When Viper held its first stand-alone earnings call this past February, it guided to production of at least 8,000 barrels per day this year with seven rigs running on its mineral acres. A four-person team is out scouting for more (in fourth-quarter 2016 alone, it closed 13 deals for $68 million). About half its minerals are under acreage being drilled by its parent, Diamondback Energy, or by RSP Permian Inc. It owns an average 21% royalty on its Permian Basin acreage.

In May 2015, a second firm IPO’d, Houston’s Black Stone Minerals LP. The latter traces its history to predecessor firms active in East Texas timber in 1876 and minerals in 1968, but today it has interests in more than 55,000 wells spread over 40 states. The technical staff works up prospects and makes sure they are developed—over 1,000 different operators are active on its holdings.

The reverberations from Viper’s IPO have been called The Viper Effect or “Viperization” of the minerals space. A handful of other
minerals companies are said to be working the dual track toward an IPO or sale later this year, indicating broad investor interest.

“The more generalist funds like KKR and Apollo have developed a mineral strategy in the last year or two, and I strongly suspect we’ll see more. It does seem like this is gaining momentum,” said Frost Cochran, managing director, Post Oak Energy Capital LP.

mineral and royalty interests through the operating companies it backs and if one of them sells, some of the mineral assets are retained in its funds, a sort of “shadow minerals strategy,” Cochran explained. But now, Post Oak has a more deliberate strategy via the two mineral teams it’s backing, Permian-focused Mavros Minerals II, and Saxet II Minerals, which will acquire minerals throughout the U.S. In February, Post Oak led a commitment of $100 million to Saxet.

“Endowments, pension funds, foundations and other institutions very much understand this. They’ve been real estate investors for years so they understand what a long hold period means, and they appreciate that minerals are cost-free assets,” Cochran said.

Minerals on Wall Street

As institutional understanding grows, that opens the IPO window for some. Earlier this year, Fort Worth, Texas-based Kimbell Royalty Partners went public after investing in this asset class since the late 1990s. In 2013, it brought in Yorktown Partners to boost its capital. That and the IPO infusion have augmented Fort Worth’s Kimbell Art Foundation and some 50 other institutions and family offices that invested in the company.

Today Kimbell owns mineral interests in 48,000 wells, including 30,000 in the Permian Basin alone. At press time, it announced a $15.9 million purchase of mostly natural gas producing minerals under 6,700 net royalty acres in the Anadarko Basin, its first deal since going public. Some 2,600 wells in five states are included, acquired out of the bankruptcy of an E&P company.
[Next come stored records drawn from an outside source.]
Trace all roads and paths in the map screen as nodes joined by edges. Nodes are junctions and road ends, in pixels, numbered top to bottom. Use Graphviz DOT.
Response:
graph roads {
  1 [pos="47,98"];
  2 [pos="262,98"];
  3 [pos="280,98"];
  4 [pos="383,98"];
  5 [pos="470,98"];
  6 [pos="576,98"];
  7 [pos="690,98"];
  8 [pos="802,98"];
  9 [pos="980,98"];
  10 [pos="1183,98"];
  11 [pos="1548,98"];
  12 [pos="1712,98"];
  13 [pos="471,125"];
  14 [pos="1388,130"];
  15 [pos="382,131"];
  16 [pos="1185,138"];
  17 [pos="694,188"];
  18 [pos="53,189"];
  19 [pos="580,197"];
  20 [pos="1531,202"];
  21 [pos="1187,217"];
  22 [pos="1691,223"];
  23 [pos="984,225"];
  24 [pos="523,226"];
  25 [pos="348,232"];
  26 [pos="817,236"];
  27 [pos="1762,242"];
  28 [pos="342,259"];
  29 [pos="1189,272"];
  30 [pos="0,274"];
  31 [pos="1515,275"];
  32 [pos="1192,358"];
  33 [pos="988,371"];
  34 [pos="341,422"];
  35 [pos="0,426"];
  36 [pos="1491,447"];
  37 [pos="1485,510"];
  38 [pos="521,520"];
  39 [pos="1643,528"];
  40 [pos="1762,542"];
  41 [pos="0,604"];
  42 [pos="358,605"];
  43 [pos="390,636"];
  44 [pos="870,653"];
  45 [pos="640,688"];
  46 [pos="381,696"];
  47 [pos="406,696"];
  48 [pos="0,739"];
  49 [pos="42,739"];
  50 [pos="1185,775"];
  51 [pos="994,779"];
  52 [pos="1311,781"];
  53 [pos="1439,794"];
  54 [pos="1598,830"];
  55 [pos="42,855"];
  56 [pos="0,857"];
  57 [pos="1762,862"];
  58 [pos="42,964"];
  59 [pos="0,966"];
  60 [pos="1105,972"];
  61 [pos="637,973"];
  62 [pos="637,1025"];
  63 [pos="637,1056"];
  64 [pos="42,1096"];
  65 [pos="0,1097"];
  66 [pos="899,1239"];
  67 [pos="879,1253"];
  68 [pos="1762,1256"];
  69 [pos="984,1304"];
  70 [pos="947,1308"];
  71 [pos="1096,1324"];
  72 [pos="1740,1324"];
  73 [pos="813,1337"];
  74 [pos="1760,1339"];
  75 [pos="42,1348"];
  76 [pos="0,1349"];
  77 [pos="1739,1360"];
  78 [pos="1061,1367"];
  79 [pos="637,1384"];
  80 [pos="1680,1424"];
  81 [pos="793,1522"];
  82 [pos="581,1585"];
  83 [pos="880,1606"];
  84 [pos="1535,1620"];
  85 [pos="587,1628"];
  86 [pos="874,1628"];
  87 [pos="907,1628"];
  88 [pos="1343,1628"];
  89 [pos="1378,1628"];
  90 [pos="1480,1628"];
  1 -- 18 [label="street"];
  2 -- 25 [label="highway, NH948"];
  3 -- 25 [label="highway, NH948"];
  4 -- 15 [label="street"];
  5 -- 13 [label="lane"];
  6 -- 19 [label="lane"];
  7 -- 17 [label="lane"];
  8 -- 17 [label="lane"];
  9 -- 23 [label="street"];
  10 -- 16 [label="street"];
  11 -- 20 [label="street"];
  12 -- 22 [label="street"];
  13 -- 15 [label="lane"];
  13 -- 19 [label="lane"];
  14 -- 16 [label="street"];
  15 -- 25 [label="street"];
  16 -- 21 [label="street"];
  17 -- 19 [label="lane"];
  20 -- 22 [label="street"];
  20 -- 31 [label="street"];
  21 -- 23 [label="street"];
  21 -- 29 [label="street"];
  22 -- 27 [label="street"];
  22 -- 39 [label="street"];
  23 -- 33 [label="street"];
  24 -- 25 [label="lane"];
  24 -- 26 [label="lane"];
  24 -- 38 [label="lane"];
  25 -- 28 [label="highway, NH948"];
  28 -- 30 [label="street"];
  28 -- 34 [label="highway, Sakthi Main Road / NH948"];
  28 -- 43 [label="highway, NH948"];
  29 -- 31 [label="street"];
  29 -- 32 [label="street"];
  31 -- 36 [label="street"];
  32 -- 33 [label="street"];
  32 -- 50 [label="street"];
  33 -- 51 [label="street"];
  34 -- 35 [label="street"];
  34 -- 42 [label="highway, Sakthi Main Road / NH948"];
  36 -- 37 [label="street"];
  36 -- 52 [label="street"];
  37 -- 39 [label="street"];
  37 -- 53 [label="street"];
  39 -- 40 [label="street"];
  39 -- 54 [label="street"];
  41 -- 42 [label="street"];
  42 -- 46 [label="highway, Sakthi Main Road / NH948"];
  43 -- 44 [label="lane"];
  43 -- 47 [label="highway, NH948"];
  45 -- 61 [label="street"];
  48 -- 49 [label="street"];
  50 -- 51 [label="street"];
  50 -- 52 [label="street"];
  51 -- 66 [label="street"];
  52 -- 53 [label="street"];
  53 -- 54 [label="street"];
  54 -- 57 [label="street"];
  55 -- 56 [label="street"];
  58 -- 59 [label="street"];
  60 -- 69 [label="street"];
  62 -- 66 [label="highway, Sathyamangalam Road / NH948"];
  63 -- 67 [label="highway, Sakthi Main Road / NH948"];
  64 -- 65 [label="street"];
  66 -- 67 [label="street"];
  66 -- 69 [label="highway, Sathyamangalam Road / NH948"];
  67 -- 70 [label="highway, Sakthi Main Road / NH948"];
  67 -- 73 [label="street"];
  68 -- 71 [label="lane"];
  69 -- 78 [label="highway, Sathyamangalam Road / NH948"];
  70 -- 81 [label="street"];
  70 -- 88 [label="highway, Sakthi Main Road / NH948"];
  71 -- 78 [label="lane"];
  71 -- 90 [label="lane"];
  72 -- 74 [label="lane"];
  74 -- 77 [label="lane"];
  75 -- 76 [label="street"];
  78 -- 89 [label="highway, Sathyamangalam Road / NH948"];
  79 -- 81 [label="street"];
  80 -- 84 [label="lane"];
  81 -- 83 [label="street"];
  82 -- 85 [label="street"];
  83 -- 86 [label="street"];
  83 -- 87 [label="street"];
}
Kimbell’s market cap is less than $350 million, so even a $10 million deal can move the needle, said president and CFO Davis Ravnaas. The MLP only buys long-life assets of 20 to 30 years with shallow declines, in order to provide consistent yields. Some 24 rigs are drilling on its holdings at the moment, up from 15 last year, with the bulk of that increase in the Permian.
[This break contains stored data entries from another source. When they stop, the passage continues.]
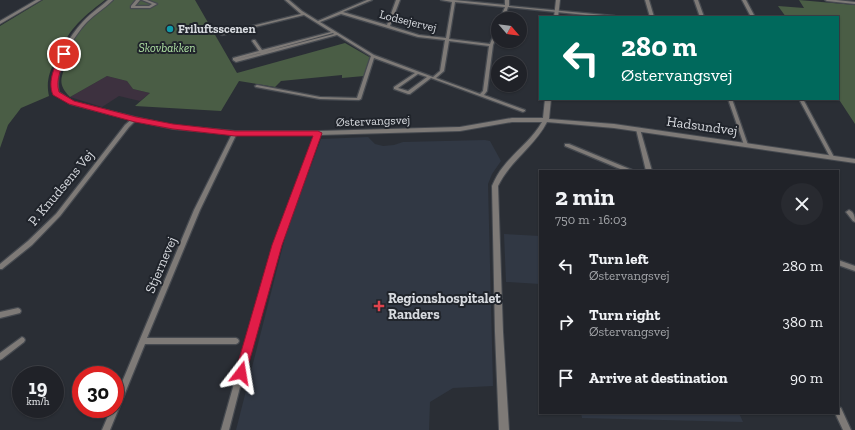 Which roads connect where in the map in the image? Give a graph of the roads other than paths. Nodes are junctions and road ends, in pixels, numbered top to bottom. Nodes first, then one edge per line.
1 (39, 0) edge
2 (111, 0) edge
3 (138, 0) edge
4 (144, 0) edge
5 (296, 0) edge
6 (370, 0) edge
7 (398, 0) edge
8 (443, 0) edge
9 (507, 0) edge
10 (558, 0) edge
11 (647, 0) edge
12 (696, 0) edge
13 (744, 0) edge
14 (827, 0) edge
15 (836, 0) edge
16 (288, 1) edge
17 (454, 1) junction
18 (855, 3) edge
19 (507, 6) junction
20 (556, 11) junction
21 (505, 12) edge
22 (342, 13) junction
23 (304, 14) junction
24 (556, 16) edge
25 (603, 16) edge
26 (652, 16) edge
27 (702, 16) edge
28 (752, 16) edge
29 (318, 22) junction
30 (0, 23) edge
31 (388, 27) junction
32 (335, 33) junction
33 (222, 34) dead end
34 (447, 40) junction
35 (254, 41) dead end
36 (491, 46) joint
37 (262, 53) junction
38 (373, 56) junction
39 (417, 72) junction
40 (432, 78) junction
41 (257, 86) dead end
42 (481, 96) junction
43 (548, 100) edge
44 (730, 100) edge
45 (802, 100) edge
46 (523, 111) dead end
47 (135, 119) junction
48 (545, 120) junction
49 (638, 129) junction
50 (235, 133) junction
51 (318, 133) junction
52 (567, 145) dead end
53 (746, 145) junction
54 (832, 157) junction
55 (855, 160) edge
56 (628, 170) edge
57 (649, 170) edge
58 (849, 212) dead end
59 (855, 220) edge
60 (839, 262) edge
61 (0, 267) edge
62 (855, 269) edge
63 (18, 311) dead end
64 (0, 316) edge
65 (22, 340) dead end
66 (143, 341) junction
67 (236, 341) dead end
68 (0, 357) edge
69 (124, 387) edge
70 (839, 413) edge
71 (111, 418) edge
72 (106, 430) edge
73 (225, 430) edge
74 (504, 430) edge
75 (847, 430) edge

1 - 30 street
2 - 47 street, Østervangsvej
3 - 4 street
5 - 16 street
6 - 22 street
7 - 31 street
8 - 17 street
9 - 19 street
10 - 20 street
11 - 26 street
12 - 27 street
13 - 28 street
14 - 15 street
15 - 18 street
16 - 23 street
17 - 19 street
17 - 34 street
19 - 20 street
19 - 21 street
20 - 24 street
20 - 25 street
22 - 29 street
22 - 31 street, Lodsejervej
23 - 29 street
23 - 33 street
29 - 32 street
31 - 34 street, Lodsejervej
32 - 37 street
32 - 38 street
34 - 36 street, Lodsejervej
34 - 40 street
35 - 37 street
36 - 42 street
37 - 37 street
38 - 39 street
38 - 41 street
39 - 40 street
39 - 40 street
40 - 42 street
42 - 46 street
43 - 48 street
44 - 53 street
45 - 54 street
47 - 50 street, Østervangsvej
47 - 61 street, P. Knudsens Vej
48 - 49 street, Hadsundvej
48 - 51 street, Østervangsvej
48 - 74 street
49 - 53 street, Hadsundvej
49 - 57 street
50 - 51 street, Østervangsvej
50 - 66 street, Stjernevej
51 - 73 street
52 - 56 street
53 - 54 street, Hadsundvej
54 - 55 street, Hadsundvej
58 - 59 street
60 - 62 street
63 - 64 street
65 - 68 street
66 - 67 street
66 - 69 street, Stjernevej
70 - 75 street
71 - 72 street, Stjernevej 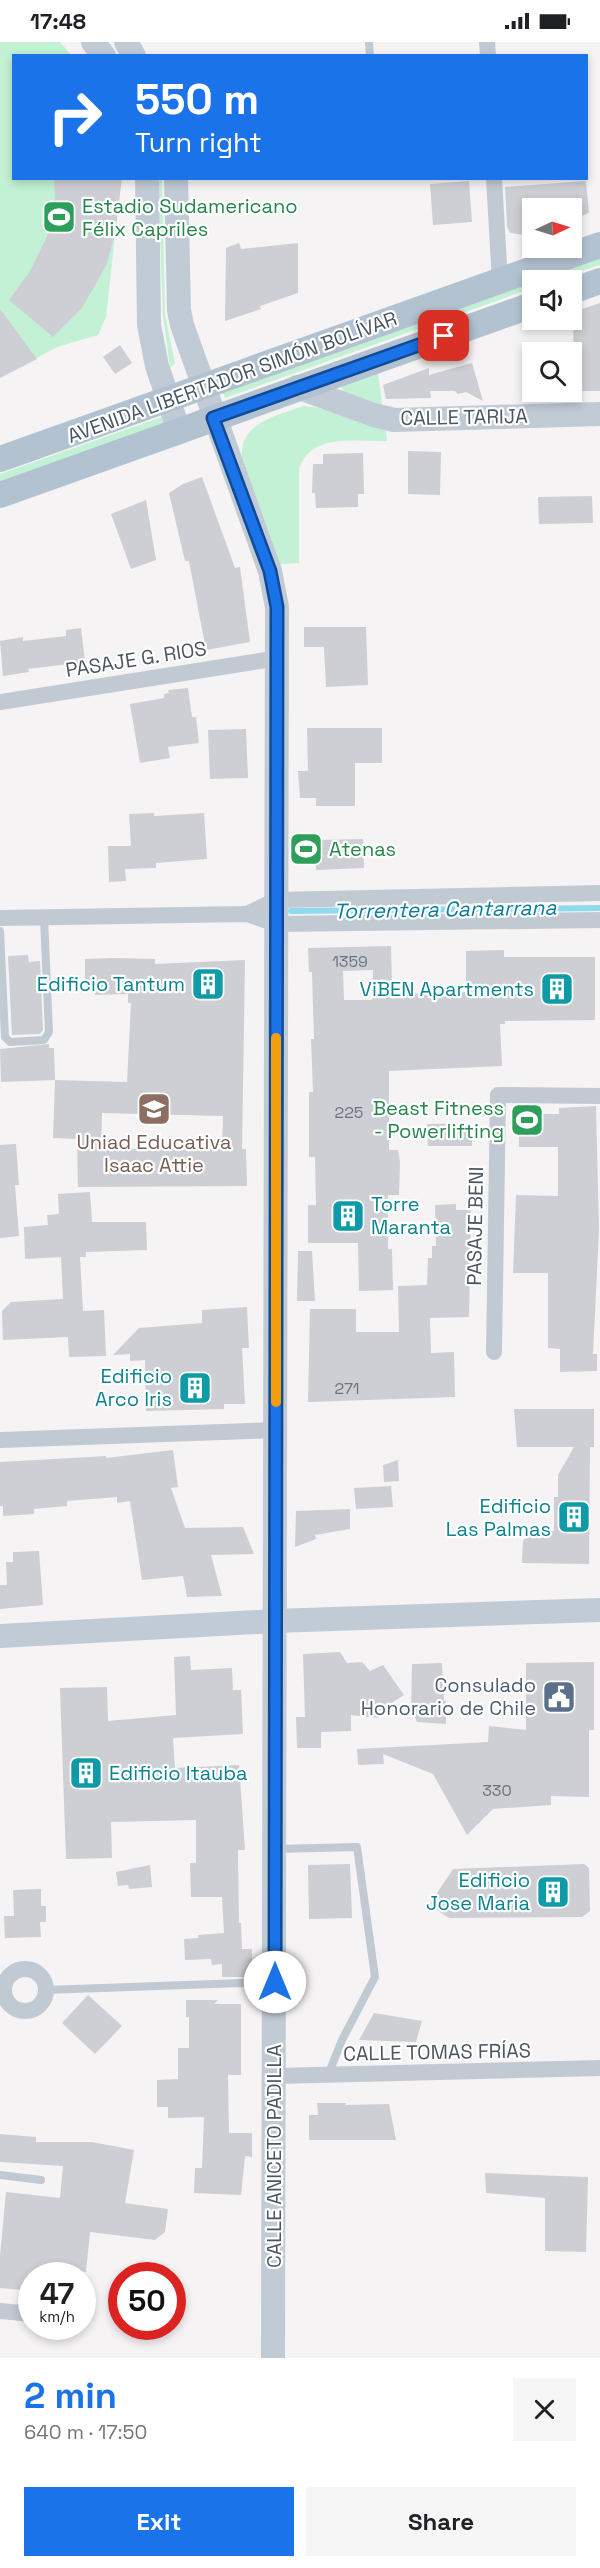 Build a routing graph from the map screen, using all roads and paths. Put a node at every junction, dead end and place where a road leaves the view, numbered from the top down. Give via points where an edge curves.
1 (93, 42) edge
2 (102, 54) edge
3 (147, 180) edge
4 (176, 180) edge
5 (494, 180) edge
6 (600, 245) edge
7 (600, 281) edge
8 (500, 282) junction
9 (582, 287) edge
10 (522, 308) edge
11 (203, 387) junction
12 (297, 387) junction
13 (168, 400) junction
14 (600, 414) edge
15 (213, 418) junction
16 (178, 431) junction
17 (0, 459) edge
18 (0, 495) edge
19 (279, 658) junction
20 (0, 702) edge
21 (600, 893) edge
22 (276, 900) junction
23 (247, 914) junction
24 (0, 918) edge
25 (44, 918) junction
26 (600, 920) edge
27 (276, 924) junction
28 (0, 931) edge
29 (600, 1096) edge
30 (494, 1353) dead end
31 (276, 1430) junction
32 (0, 1440) edge
33 (600, 1610) edge
34 (275, 1621) junction
35 (0, 1636) edge
36 (276, 1849) junction
37 (275, 1982) junction
38 (45, 1990) junction
39 (2, 1991) edge
40 (600, 2068) edge
41 (275, 2076) junction
42 (328, 2076) junction
43 (0, 2175) edge
44 (41, 2180) dead end
45 (0, 2311) edge
46 (18, 2313) edge
47 (273, 2358) edge

1 - 2 main road
3 - 13 main road via 148,325
4 - 11 main road, CALLE ANICETO PADILLA via 179,310
5 - 8 street
6 - 8 main road, AVENIDA LIBERTADOR SIMÓN BOLÍVAR
7 - 9 main road
8 - 11 main road, AVENIDA LIBERTADOR SIMÓN BOLÍVAR
10 - 12 main road, AVENIDA LIBERTADOR SIMÓN BOLÍVAR
11 - 13 main road, AVENIDA LIBERTADOR SIMÓN BOLÍVAR
11 - 15 main road, CALLE ANICETO PADILLA
12 - 14 main road, CALLE TARIJA via 394,420
12 - 15 main road, AVENIDA LIBERTADOR SIMÓN BOLÍVAR
13 - 16 main road
13 - 17 main road, AVENIDA LIBERTADOR SIMÓN BOLÍVAR
15 - 16 main road, AVENIDA LIBERTADOR SIMÓN BOLÍVAR
15 - 19 main road, CALLE ANICETO PADILLA via 275,589
16 - 18 main road, AVENIDA LIBERTADOR SIMÓN BOLÍVAR
19 - 20 street, PASAJE G. RIOS
19 - 22 main road, CALLE ANICETO PADILLA
21 - 22 street
22 - 23 street
22 - 27 main road, CALLE ANICETO PADILLA
23 - 25 street
23 - 27 street
24 - 25 street
25 - 28 lane via 49,1032 44,1040 10,1042 5,1037
26 - 27 street
27 - 31 main road, CALLE ANICETO PADILLA
29 - 30 street, PASAJE BENI via 498,1095
31 - 32 street
31 - 34 main road, CALLE ANICETO PADILLA
33 - 34 main road
34 - 35 main road
34 - 36 main road, CALLE ANICETO PADILLA
36 - 37 main road, CALLE ANICETO PADILLA
36 - 42 lane via 357,1847 375,1977
37 - 38 lane
37 - 41 main road, CALLE ANICETO PADILLA
38 - 39 street via 40,2005 25,2011 10,2006
38 - 39 street via 39,1975 24,1969 9,1976
40 - 42 street, CALLE TOMAS FRÍAS
41 - 42 street, CALLE TOMAS FRÍAS
41 - 47 main road, CALLE ANICETO PADILLA
43 - 44 lane
45 - 46 street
President Davis Ravnaas and CEO Bob Ravnaas said Kimbell Royalty Partners LP has invested in minerals since the late 1990s.

“The royalty space has grown dramatically with the increase in U.S. oil and gas production,” said Ravnaas. “Many older leases were written to pay a one-eighth or 12.5% royalty, but with the shale boom, companies were offering to pay 20% or 25%, so as the size of the industry more than doubled and the opportunity set had grown much larger, we saw the need for more capital.

“Seeing the success that Viper had gave us more conviction that what we were doing made sense.”

There are two main strategies in buying mineral interests. One is to buy “ahead of the drillbit,” to buy undeveloped acreage that the buyer thinks will be drilled eventually. The other, which is primarily what Kimbell does, is to buy only where production is ongoing. All of the company’s 4.5 million acres are HBP, and it never operates.

According to founder and CEO Bob Ravnaas (Davis’ father), more growth is ahead. “We held back more than half our properties from the IPO and can use them as drop downs to the MLP later. Acquisitions will still be important as well; since 1998 we have closed on over 160 transactions.”

Even though Kimbell doesn’t drill or operate, it has grown organically anyway for the past 15 years, Bob said, because it owns so many minerals in hot areas where drilling has picked up and this offsets natural declines elsewhere. Its first mineral acquisition in 1998 was in the Permian Basin.

Nosebleed valuations

Minerals have become such a highly prized asset that traditional, smaller buyers and family offices are getting squeezed out. Buyers can make offers on either producing or nonproducing assets with a wide spectrum of value, noted Robert Ransone, partner in SRD Capital Advisors LLC in Dallas. The firm’s partners have financed oil and gas for E&Ps for years, but now they are helping institutions looking to invest in the space.

A mineral team with a large technical staff has engaged SRD to raise $500 million, to be spent over the next few years, he said.

If producing, minerals generally go for three to five years’ cash flow, but that’s a back of the envelope number because so many other things factor into it, said former landman Diana Frazier, principal of Guardian Mineral Management and Consulting in Fort Worth. She helps mineral owners to buy, sell or market unleased mineral acres to E&Ps that might get them drilled.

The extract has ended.